Inscrição que abre o site daquela igreja

CÉU ESCURO


Da primeira a oitava série do primeiro grau, estudei, aqui em Joinville, em colégio adventista. Fui uma criança como qualquer outra. Tive bons momentos, fazia amizades com facilidade, era um dos bons corredores da turma e as notas me permitiram que nunca reprovasse. Da quinta série em diante, matemática e outras disciplinas que não lembro quais, prendiam-me naqueles exames extras, que se faz para recuperar notas durante o período em que os demais já estão curtindo as férias, mas no fim eu sempre passava. Só me incomodavam mesmo os dias de chuva forte, porque tinha, na maioria das vezes, que ir do colégio a pé para casa.
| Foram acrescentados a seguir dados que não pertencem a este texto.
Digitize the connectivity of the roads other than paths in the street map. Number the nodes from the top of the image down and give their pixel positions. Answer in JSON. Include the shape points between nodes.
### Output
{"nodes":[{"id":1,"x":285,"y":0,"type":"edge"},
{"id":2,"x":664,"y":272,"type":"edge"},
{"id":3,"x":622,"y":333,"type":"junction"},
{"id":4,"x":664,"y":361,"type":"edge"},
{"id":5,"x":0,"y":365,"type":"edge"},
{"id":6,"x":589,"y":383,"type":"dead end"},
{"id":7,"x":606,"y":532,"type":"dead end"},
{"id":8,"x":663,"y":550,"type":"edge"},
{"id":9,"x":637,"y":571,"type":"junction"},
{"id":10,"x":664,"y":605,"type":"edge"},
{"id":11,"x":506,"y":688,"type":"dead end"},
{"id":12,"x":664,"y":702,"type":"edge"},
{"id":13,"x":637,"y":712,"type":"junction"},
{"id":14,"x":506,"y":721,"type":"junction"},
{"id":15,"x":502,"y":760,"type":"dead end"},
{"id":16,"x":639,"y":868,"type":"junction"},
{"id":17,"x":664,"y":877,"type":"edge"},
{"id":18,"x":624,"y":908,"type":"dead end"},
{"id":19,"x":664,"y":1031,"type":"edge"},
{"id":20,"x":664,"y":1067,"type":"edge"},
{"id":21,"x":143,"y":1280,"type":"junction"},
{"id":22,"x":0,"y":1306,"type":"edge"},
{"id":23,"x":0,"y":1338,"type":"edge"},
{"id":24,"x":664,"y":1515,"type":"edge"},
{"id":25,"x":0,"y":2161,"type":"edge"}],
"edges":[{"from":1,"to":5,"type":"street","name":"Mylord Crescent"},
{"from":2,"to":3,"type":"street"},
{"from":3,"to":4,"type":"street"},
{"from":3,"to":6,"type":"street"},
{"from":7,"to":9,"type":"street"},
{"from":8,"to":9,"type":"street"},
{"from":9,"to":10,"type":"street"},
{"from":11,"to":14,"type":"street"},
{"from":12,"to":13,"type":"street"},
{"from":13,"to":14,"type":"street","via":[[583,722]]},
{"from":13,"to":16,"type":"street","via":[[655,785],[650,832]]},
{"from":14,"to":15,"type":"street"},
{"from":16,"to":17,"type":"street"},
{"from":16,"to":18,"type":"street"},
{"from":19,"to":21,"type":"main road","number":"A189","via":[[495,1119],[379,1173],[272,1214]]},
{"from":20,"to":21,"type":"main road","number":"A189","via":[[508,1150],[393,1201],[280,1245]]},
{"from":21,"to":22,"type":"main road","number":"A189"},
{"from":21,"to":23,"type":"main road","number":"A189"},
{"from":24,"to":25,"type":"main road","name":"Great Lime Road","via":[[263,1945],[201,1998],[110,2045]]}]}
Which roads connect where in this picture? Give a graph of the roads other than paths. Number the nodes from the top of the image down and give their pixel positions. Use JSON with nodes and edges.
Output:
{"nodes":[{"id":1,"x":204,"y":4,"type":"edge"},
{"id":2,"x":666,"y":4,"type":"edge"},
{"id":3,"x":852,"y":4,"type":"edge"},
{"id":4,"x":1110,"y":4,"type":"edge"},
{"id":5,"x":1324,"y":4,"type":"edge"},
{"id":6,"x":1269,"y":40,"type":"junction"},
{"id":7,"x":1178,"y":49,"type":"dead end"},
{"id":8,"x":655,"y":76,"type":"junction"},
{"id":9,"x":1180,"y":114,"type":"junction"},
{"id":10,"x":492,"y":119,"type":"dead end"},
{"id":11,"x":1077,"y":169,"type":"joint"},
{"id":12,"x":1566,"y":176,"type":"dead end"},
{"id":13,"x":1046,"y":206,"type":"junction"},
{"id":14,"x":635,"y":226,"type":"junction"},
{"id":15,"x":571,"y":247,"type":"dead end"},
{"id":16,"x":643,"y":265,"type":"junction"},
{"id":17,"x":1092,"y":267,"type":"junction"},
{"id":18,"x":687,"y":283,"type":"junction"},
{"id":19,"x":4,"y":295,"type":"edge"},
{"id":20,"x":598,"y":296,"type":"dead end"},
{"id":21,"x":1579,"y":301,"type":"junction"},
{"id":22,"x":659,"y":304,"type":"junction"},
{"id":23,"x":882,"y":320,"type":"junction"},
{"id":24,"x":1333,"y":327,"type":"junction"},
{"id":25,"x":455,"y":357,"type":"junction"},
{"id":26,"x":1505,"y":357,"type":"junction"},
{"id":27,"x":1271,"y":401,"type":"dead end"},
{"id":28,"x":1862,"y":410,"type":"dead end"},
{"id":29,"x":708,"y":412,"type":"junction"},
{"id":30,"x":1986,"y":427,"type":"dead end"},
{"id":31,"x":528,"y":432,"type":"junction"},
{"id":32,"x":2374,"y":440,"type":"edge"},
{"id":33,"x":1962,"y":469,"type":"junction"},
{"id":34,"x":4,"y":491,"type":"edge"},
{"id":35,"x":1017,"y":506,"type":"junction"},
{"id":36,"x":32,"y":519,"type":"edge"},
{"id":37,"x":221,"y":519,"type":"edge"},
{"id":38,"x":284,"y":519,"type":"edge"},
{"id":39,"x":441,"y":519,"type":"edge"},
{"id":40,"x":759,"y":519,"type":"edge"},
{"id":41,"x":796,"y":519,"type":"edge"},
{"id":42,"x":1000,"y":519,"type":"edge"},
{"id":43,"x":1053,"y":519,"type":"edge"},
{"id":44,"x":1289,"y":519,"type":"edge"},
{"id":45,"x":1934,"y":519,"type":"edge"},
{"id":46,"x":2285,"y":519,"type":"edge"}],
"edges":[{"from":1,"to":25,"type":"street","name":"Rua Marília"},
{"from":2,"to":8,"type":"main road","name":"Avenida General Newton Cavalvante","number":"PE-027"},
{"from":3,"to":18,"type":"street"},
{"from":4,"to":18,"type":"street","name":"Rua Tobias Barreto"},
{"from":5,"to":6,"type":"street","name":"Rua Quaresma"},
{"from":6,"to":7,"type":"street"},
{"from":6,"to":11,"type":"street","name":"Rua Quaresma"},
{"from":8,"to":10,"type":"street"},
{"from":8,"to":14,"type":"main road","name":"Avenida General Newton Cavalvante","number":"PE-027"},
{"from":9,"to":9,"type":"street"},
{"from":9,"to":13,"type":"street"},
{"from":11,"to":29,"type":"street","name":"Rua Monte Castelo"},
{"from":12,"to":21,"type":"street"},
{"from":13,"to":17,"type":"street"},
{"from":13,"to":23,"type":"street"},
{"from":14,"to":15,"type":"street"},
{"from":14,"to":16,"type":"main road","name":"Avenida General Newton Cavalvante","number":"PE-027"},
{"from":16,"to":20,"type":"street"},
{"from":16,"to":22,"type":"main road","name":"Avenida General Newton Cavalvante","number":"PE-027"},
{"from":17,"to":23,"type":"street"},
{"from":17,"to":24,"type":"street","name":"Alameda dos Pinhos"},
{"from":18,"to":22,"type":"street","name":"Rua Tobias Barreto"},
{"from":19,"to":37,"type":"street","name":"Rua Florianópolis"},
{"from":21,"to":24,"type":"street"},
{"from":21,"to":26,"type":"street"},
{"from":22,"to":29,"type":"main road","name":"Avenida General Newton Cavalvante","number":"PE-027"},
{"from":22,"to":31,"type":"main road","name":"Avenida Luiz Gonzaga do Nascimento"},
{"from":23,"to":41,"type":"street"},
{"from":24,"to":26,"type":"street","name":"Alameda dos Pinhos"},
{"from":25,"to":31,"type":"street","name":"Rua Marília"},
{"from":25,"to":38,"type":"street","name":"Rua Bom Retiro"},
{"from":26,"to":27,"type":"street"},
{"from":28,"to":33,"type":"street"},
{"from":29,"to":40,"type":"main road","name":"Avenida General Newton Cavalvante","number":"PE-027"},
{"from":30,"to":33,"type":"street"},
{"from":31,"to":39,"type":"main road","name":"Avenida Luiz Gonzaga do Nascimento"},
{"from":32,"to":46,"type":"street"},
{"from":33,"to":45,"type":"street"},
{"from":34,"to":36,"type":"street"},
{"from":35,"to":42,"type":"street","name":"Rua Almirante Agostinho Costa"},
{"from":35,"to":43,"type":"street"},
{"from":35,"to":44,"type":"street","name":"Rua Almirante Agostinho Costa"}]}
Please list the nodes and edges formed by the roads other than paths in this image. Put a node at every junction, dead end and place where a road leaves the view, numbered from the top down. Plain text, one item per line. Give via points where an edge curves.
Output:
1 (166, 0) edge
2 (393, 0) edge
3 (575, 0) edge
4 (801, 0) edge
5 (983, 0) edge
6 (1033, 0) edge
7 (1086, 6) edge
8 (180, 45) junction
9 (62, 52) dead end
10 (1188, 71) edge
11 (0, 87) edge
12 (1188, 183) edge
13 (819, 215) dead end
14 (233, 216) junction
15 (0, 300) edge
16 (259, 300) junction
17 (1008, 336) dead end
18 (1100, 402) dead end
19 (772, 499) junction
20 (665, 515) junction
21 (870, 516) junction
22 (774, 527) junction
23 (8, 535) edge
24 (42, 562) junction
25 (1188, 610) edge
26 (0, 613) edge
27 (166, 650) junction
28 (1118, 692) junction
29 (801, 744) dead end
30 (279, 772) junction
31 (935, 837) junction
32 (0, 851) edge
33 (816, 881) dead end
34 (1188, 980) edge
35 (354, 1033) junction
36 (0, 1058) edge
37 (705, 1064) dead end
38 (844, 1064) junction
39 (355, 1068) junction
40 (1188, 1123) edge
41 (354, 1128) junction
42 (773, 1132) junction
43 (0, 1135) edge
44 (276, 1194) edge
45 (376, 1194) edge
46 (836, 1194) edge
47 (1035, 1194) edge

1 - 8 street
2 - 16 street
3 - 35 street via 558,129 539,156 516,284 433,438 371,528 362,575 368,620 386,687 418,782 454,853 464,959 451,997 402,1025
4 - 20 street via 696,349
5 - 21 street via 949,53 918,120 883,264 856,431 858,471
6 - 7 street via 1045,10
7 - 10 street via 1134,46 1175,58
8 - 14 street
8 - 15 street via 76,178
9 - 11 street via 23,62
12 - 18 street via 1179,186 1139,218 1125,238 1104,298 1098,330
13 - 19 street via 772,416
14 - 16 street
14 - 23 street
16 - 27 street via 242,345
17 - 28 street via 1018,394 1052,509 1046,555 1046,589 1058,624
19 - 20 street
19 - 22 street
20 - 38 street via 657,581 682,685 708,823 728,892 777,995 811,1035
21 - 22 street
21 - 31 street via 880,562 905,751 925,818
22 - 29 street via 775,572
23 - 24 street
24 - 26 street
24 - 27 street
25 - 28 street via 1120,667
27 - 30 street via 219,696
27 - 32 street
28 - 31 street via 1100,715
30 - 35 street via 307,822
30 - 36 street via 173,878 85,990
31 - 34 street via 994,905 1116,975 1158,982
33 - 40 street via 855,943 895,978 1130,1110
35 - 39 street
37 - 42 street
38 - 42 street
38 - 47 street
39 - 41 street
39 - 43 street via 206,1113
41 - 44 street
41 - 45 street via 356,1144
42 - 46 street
Mentira, a caminhada na chuva não era a principal preocupação.

Os Adventistas do Sétimo Dia têm a Bíblia como fonte de suas crenças fundamentais*. O nome da religião é uma menção direta à principal crença, a saber, a “promessa de Jesus ‘Virei outra vez’”. Advento quer dizer vinda, chegada; o que os fiéis aguardam é a segunda vinda de Cristo à Terra, data em que teremos chance de retomar nossa natureza original e seguir para o “reino eterno”, pois “quando nossos primeiros pais [Adão e Eva lá no Éden] desobedeceram a Deus, negaram sua dependência dEle e caíram de sua elevada posição abaixo de Deus. A imagem de Deus, neles, foi desfigurada, e tornaram-se sujeitos à morte. Seus descendentes [nós] partilham dessa natureza caída e de suas conseqüências”. O período pelo qual estamos passando, desde a queda, é considerado pelos adventistas como um “grande conflito entre Cristo e Satanás”.
Baseados em interpretações das Sagradas Escrituras, os adventistas se auto-denominaram “remanescentes”, para eles, isto significa ser o único grupo que permaneceu fiel à palavra divina. As demais religiões, como a católica, por exemplo, desviaram-se dos propósitos verdadeiros e estão condenadas ao “fogo de Deus”, junto dos demais ímpios e o próprio Satanás, isso caso não se redimam até a época da segunda vinda (no site da igreja adventista, além de investidas diretas contra o catolicismo, há também afrontas nada sutis aos seguidores do espiritismo).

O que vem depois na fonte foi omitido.